I've recently launched HypoFuzz - https://hypofuzz.com/ - which solves this by running it on a different server.

You run the tests briefly in CI to check for regressions, and then leave them running permanently on a fuzz server to search for new bugs. Nelson Elhage has a good writeup of this approach at https://blog.nelhage.com/post/two-kinds-of-testing/


Awesome!


There are some examples, for example Crowbar is an OCaml tool that uses AFL to drive property based tests.


People can have different definitions and still communicate usefully, and I think there is not 100% agreement on the exact boundaries between the two.

That said, for me: they are distinct but related, and that distinction is useful.

For example, Hypothesis[1] is a popular property testing framework.

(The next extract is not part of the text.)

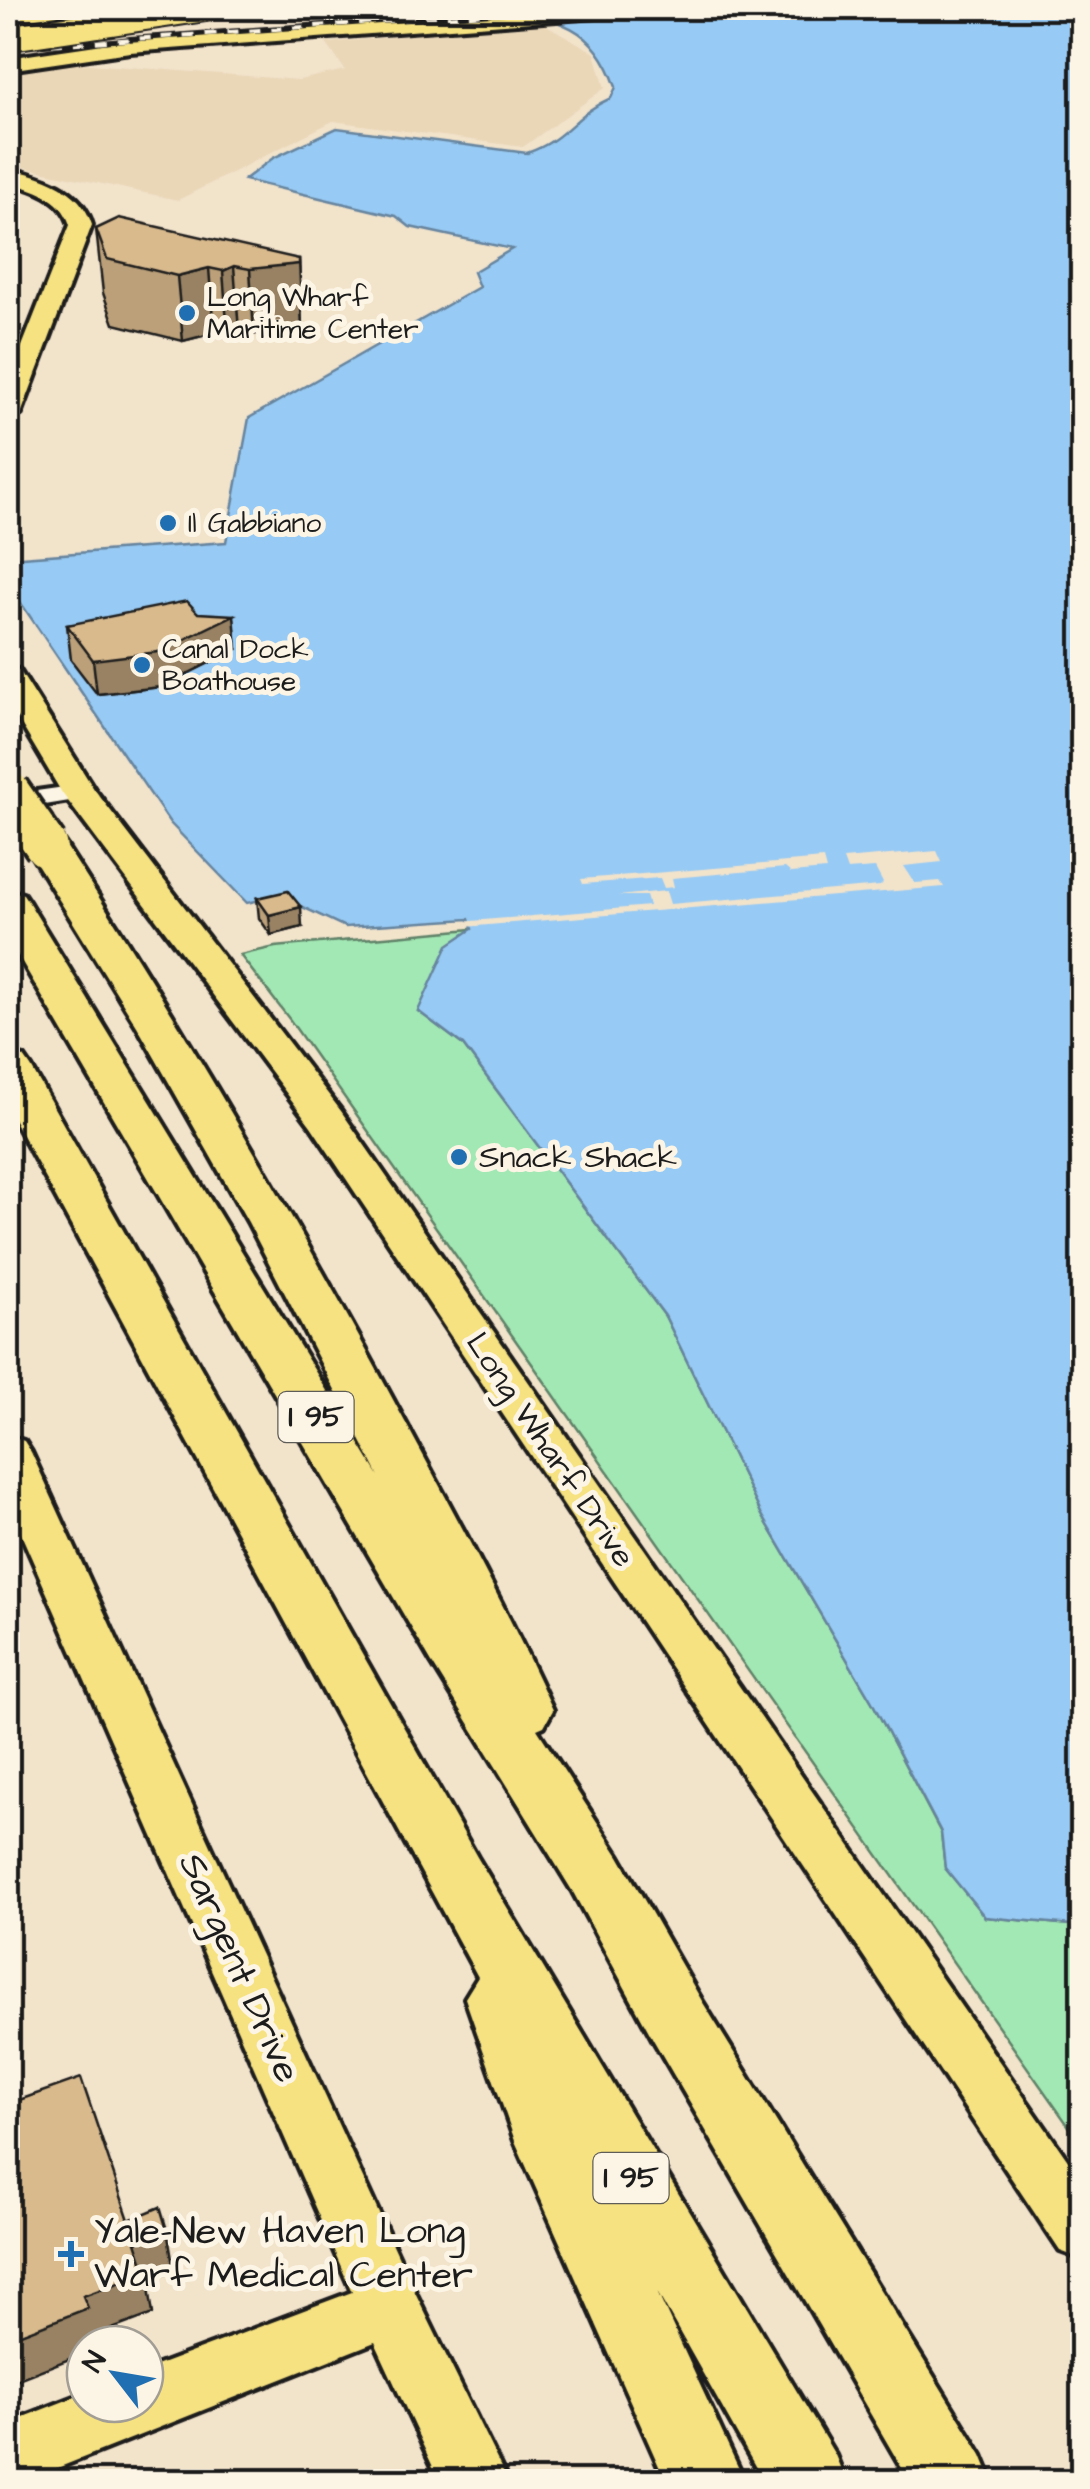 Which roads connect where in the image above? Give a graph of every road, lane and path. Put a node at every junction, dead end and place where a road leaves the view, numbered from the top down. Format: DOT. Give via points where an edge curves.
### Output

The authors have more recently created HypoFuzz[2], which includes this sentence in the introduction:

“HypoFuzz runs your property-based test suite, using cutting-edge fuzzing techniques and coverage instrumentation to find even the rarest inputs which trigger an error.”

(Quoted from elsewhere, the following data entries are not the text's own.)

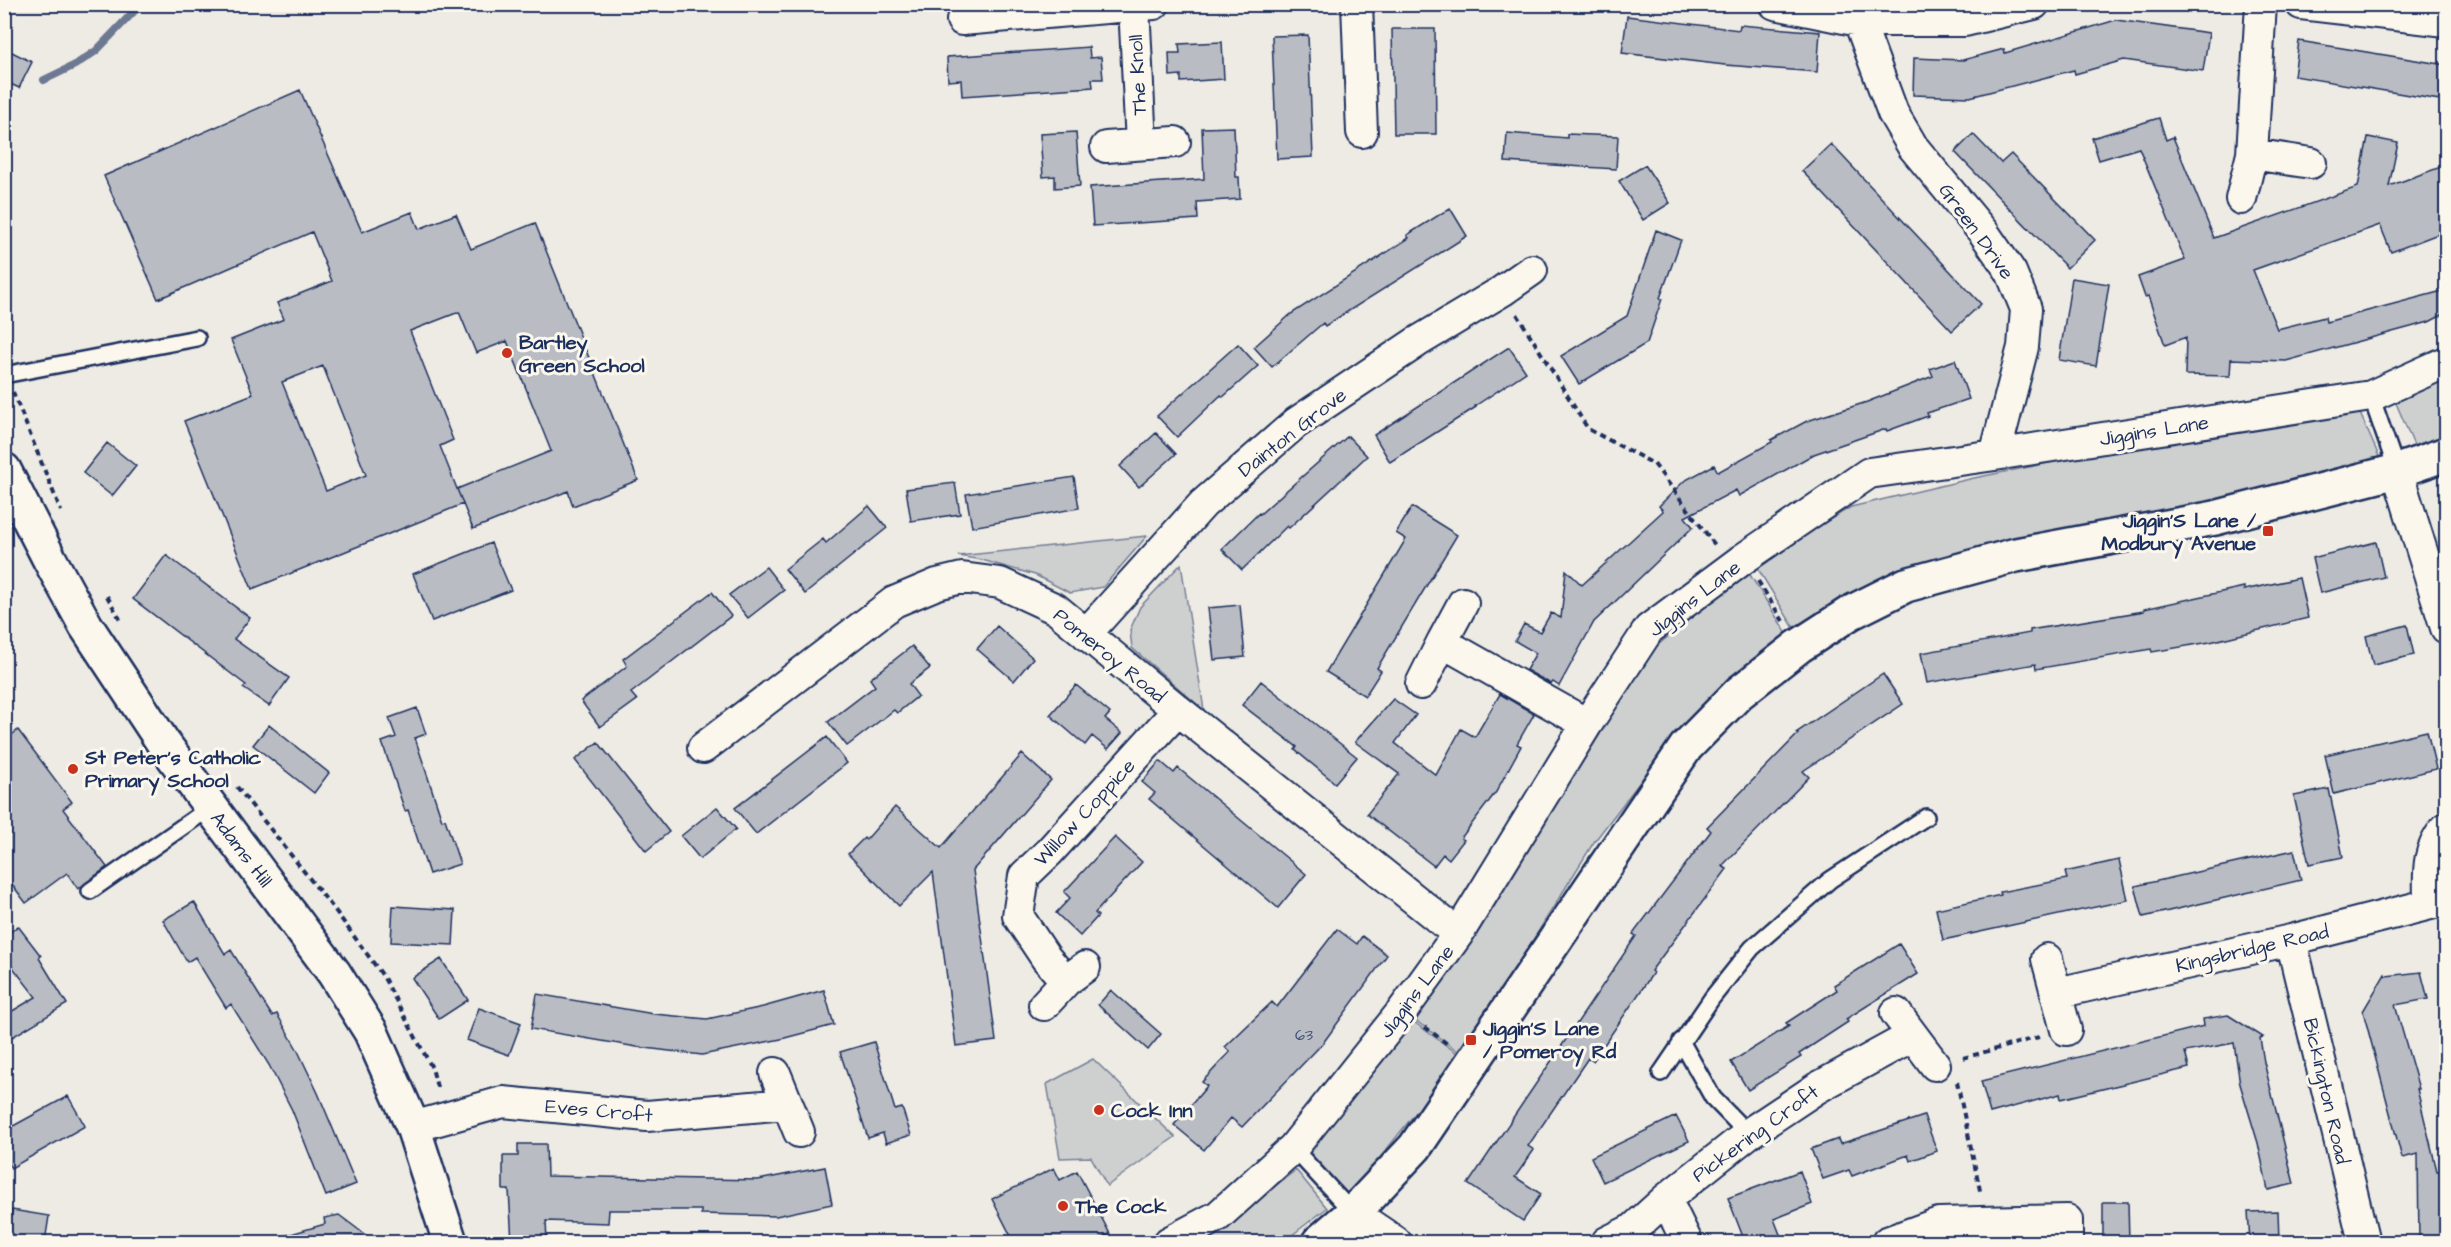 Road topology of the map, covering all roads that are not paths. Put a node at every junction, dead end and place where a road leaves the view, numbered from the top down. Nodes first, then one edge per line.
1 (1357, 4) edge
2 (1775, 4) edge
3 (2034, 4) edge
4 (2261, 4) edge
5 (2301, 4) edge
6 (1144, 5) edge
7 (962, 20) dead end
8 (1859, 21) junction
9 (2446, 21) edge
10 (1362, 132) dead end
11 (1174, 142) dead end
12 (1141, 144) junction
13 (1106, 147) dead end
14 (2252, 154) junction
15 (2311, 163) dead end
16 (2241, 199) dead end
17 (1532, 270) dead end
18 (197, 338) dead end
19 (2446, 362) edge
20 (5, 374) edge
21 (2371, 396) junction
22 (2446, 454) edge
23 (1995, 455) junction
24 (4, 470) edge
25 (2397, 471) junction
26 (1463, 603) dead end
27 (2446, 627) edge
28 (1086, 634) junction
29 (1442, 642) junction
30 (1421, 684) dead end
31 (1178, 710) junction
32 (1587, 724) junction
33 (703, 748) dead end
34 (211, 807) junction
35 (1926, 817) dead end
36 (2446, 828) edge
37 (90, 891) dead end
38 (2438, 902) edge
39 (1458, 934) junction
40 (2291, 940) junction
41 (2047, 959) dead end
42 (2057, 993) junction
43 (1044, 1005) dead end
44 (2066, 1030) road end
45 (1681, 1041) junction
46 (1944, 1063) road end
47 (775, 1073) dead end
48 (1661, 1073) dead end
49 (787, 1104) junction
50 (413, 1127) junction
51 (799, 1132) dead end
52 (1748, 1134) junction
53 (1293, 1148) junction
54 (1666, 1199) junction
55 (1353, 1213) junction
56 (450, 1242) edge
57 (1169, 1242) edge
58 (1319, 1242) edge
59 (1396, 1242) edge
60 (1607, 1242) edge
61 (1687, 1242) edge
62 (1887, 1242) edge
63 (2067, 1242) edge
64 (2364, 1242) edge

1 - 10 street
2 - 8 street
3 - 8 street
4 - 14 street
5 - 9 street
6 - 7 street
6 - 12 street, The Knoll
8 - 23 street, Green Drive
11 - 12 street, The Knoll
12 - 13 street, The Knoll
14 - 15 street
14 - 16 street
17 - 28 street, Dainton Grove
18 - 20 lane
19 - 21 street, Jiggins Lane
21 - 23 street, Jiggins Lane
21 - 25 lane
22 - 25 street
23 - 32 street, Jiggins Lane
24 - 34 street, Adams Hill
25 - 27 street
25 - 55 street
26 - 29 street
28 - 31 street, Pomeroy Road
28 - 33 street, Pomeroy Road
29 - 30 street
29 - 32 street
31 - 39 street, Pomeroy Road
31 - 43 street, Willow Coppice
32 - 39 street, Jiggins Lane
34 - 37 lane
34 - 50 street, Adams Hill
35 - 45 lane
36 - 38 street
38 - 40 street, Kingsbridge Road
39 - 53 street, Jiggins Lane
40 - 42 street, Kingsbridge Road
40 - 64 street, Bickington Road
41 - 42 street
42 - 44 street
45 - 48 lane
45 - 52 lane
46 - 52 street, Pickering Croft
47 - 49 street
49 - 50 street, Eves Croft
49 - 51 street
50 - 56 street, Adams Hill
52 - 54 street, Pickering Croft
53 - 55 lane
53 - 57 street, Jiggins Lane
54 - 60 street, Pickering Croft
54 - 61 street
55 - 58 street
55 - 59 street
62 - 63 street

Being able to talk about fuzzing and property testing as distinct things seems useful — saying something like “We added fuzzing techniques to our property testing framework” is more meaningful than “We added property testing techniques to our property testing framework” ;-)

My personal hope is there will be more convergence, and work to add convenient first-class fuzzing support in a popular language like Go will hopefully help move the primary use case for fuzzing to be about correctness, with security moving to an important but secondary use case.

[1] https://hypothesis.works

[2] https://hypofuzz.com


They are fundamentally the same in a lot of important ways. Any fuzz test is almost certainly (if not entirely certainly) a property test.

In Rust the driver for property and fuzz testing can be shared, which is nice[0].

https://docs.rs/arbitrary/1.0.1/arbitrary/trait.Arbitrary.ht...

By describing my data with arbitrary I've written programs that had traditional property testing and fuzz-testing as well, without any additional effort.

It's only really post-AFL where fuzzing has suddenly become synonymous with instrumentation guided data generation, which is a totally fine distinction to make, but they're still fundamentally equivalent. The first fuzzers were virtually identical to prop test frameworks today.

I'd be fine with dropping the "fuzzing" name entirely and instead just having us use the term property testing, with "data generation" being the thing we start differentiating ie: "random prop testing" or "instrumentation guided prop testing" or "type based prop testing" etc.


My understanding is that the difference between fuzz testing and property testing is how the input is crafted. Both can be viewed as a pair of things: a function to generate series of bits as input, and a way to turn these bits into the appropriate data under test.

Property testing generates these bits using a specified distribution, and that's about it. Fuzz testing generates these bits by looking at how the program is executed, and uses a black box to try to explore all paths in the program.

Most libraries for property testing comes with very convenient ways to craft the "input to data" part. Fuzz tools come with an almost magically effective way to craft interesting inputs. The two combines very well (and have been combined in several libraries).


Yep, but in the dual, they have the same goal: produce interesting inputs to the program which might exhibit trouble.

This is why you can use one of the approaches to help the other side of the approach.

The 3rd solution is concolic testing: use an SMT/SAT solver to flip branches. The path down to the branch imposes a formula. By inverting the formula, we can pick a certain branch path. Now you ask the SMT solver to check there there's no way to go down that branch. If it finds satisfiability, you have a counterexample and can explore that path.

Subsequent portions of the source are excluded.